第二話
「あの、クエルバスさん! 先程は本当にありがとうございました!」
冒険者ギルドのカウンター内に戻ったクエルバスに深々と頭を下げる少女。
「いえいえ、これが私の仕事ですので。お顔を上げてくださいミシアさん」
「はい、ありがとうございます!」
「と、言いたいところですが……クエストの受付受理のミス、今月で何件目ですか?」
「はひぃ! えっと、すみません!」
「何件目ですか?」
「ひぃ! 笑顔ですけど目が笑って無いです!」
「十を超えた辺りで私も数えるのは止めましたよ。そんなにミスばっかりしてるとこの仕事クビにされてしまいますよ?」
「はぅ、このお仕事が出来なくなったら私……」
一つ小さな溜息を吐くと、しゅんと目を伏せるミシアの頭を撫でるクエルバス。
「でしたら、もう同じミスはしてはいけませんよ?」
「は、はい! 挽回するために頑張ってきます!」
クエルバスにもう一度軽く頭を下げた後、笑顔で受付に戻ったミシアを手を振って見送るクエルバス。
「昔に比べて随分と丸くなったじゃないか、ほら報酬だ戦争屋さん」
クエルバスとミシアのやり取りを柱に背を預けて立ち聞きしていた女性は、銀貨を一枚クエルバスに向けて指で弾いた。
「はて、昔から私はこんな感じですよ?」
それをいつも通りの笑顔で受け取るとポケットに突っ込むクエルバス。
「冗談はその面だけにしとけ。
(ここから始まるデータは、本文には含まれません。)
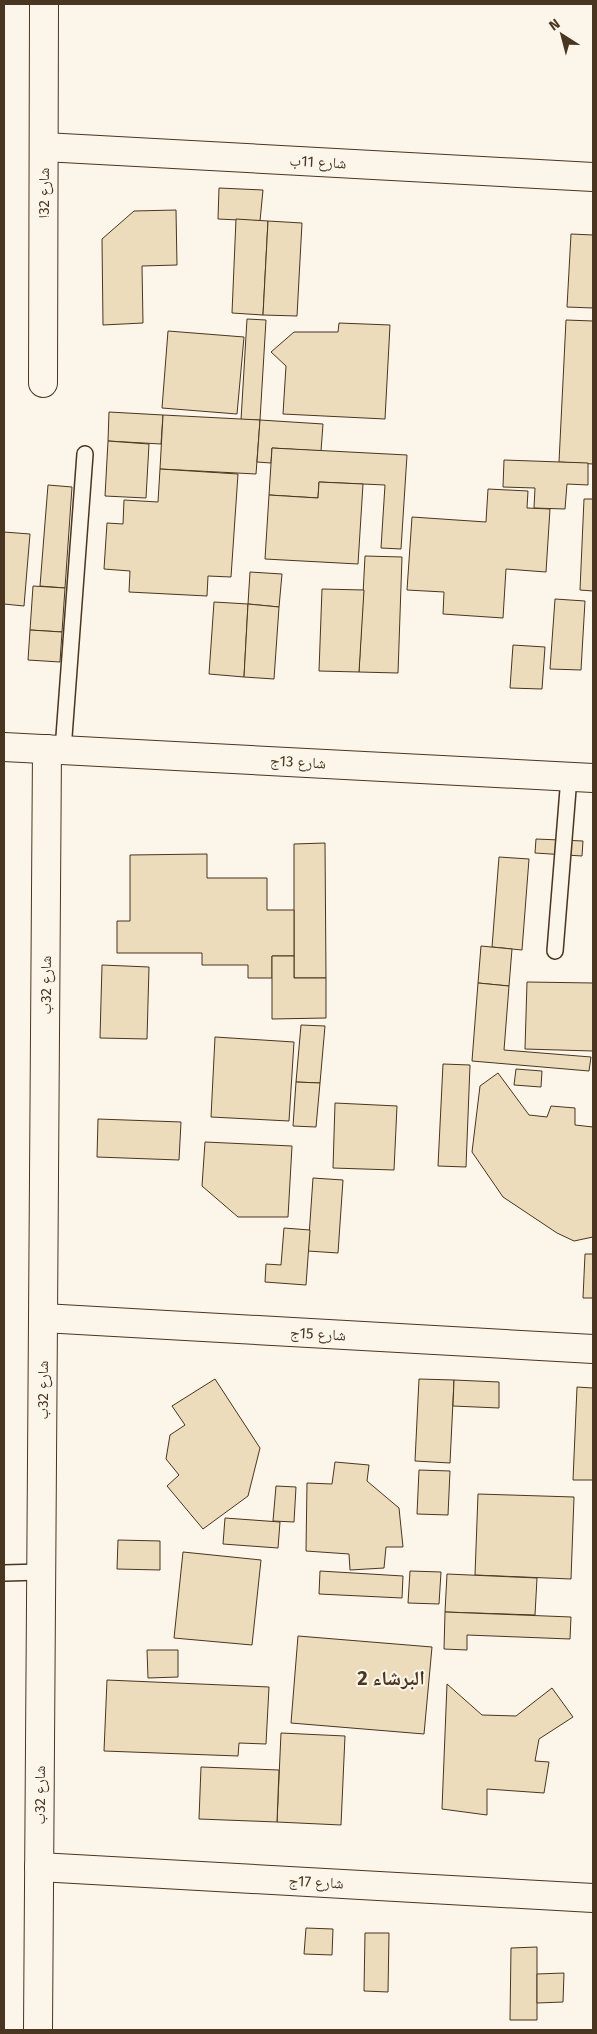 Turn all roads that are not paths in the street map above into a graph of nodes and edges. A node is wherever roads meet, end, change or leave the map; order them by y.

一体何人の冒険者が貴様に仕事を奪われたか……まぁ、今となってはそんな事はどうでもいい、一つ貴様に頼みたい事がある」
改まった彼女の態度に、クエルバスは笑顔で首を傾げた。
女に連れられギルドの二階へと赴き、階段を登ってすぐの部屋へとはいる。
「それでギルドマスター、今回は討伐系ですか? それとも攻略系?」
クエルバスが尋ねるとギルドマスターは無言のまま一本の短剣を取り出しクエルバスへと放った。
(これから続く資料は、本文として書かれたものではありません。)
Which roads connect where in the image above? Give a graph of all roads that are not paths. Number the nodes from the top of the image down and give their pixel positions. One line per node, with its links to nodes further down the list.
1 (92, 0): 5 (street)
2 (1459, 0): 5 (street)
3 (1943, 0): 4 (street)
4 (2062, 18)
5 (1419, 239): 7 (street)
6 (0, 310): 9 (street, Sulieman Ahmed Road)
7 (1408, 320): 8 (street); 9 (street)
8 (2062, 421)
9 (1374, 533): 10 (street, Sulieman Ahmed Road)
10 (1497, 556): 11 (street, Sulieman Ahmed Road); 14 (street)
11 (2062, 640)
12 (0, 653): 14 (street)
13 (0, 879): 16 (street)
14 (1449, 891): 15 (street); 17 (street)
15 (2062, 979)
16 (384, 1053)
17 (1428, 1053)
慌てる様子もなく受け取ったクエルバスは短剣を眺め品定めを始める。
一切の乱れのない白刃模様に少し反りのある刀身。ひと目で分かるほどの業物、その柄頭には血よりも濃い魔石が埋め込まれていた。
「これは……魔技ですか?」
「ああ。それも特一級、古代王国遺跡から出土した代物だ。今回はその護衛移送を頼みたい」
「失われし技術体系の聖遺物ですか。いやはや、これ一本で小国が買える代物ですよ」
「そんな物を一介の冒険者には頼めないからな。日数は問わない、ここから南にある水都ラグランシアの技術屋へと渡してくれ」
技術屋という名を聞いた途端、クエルバスは露骨に嫌な顔をした。
それを見たギルドマスターはプッと噴き出し、笑い声を上げる。
「アッハッハ。君でも渋い顔をするものだな」
「……アイツのことはあまり得意ではなくてですね、ええ。本当に得意ではないんです」
「すまないな。今回の件、おそらくは奴らも一枚噛んでくるだろう。戦争屋であるお前以外には務まらんよ」
「……本当、一枚岩ではないですねぇ」
何かを察したのか、クエルバスは苦笑いを浮かべながら短剣をしまい込む。
それと同時に女から小袋が投げ渡され、その重みからクエルバスはギルドマスターへと視線を向けた。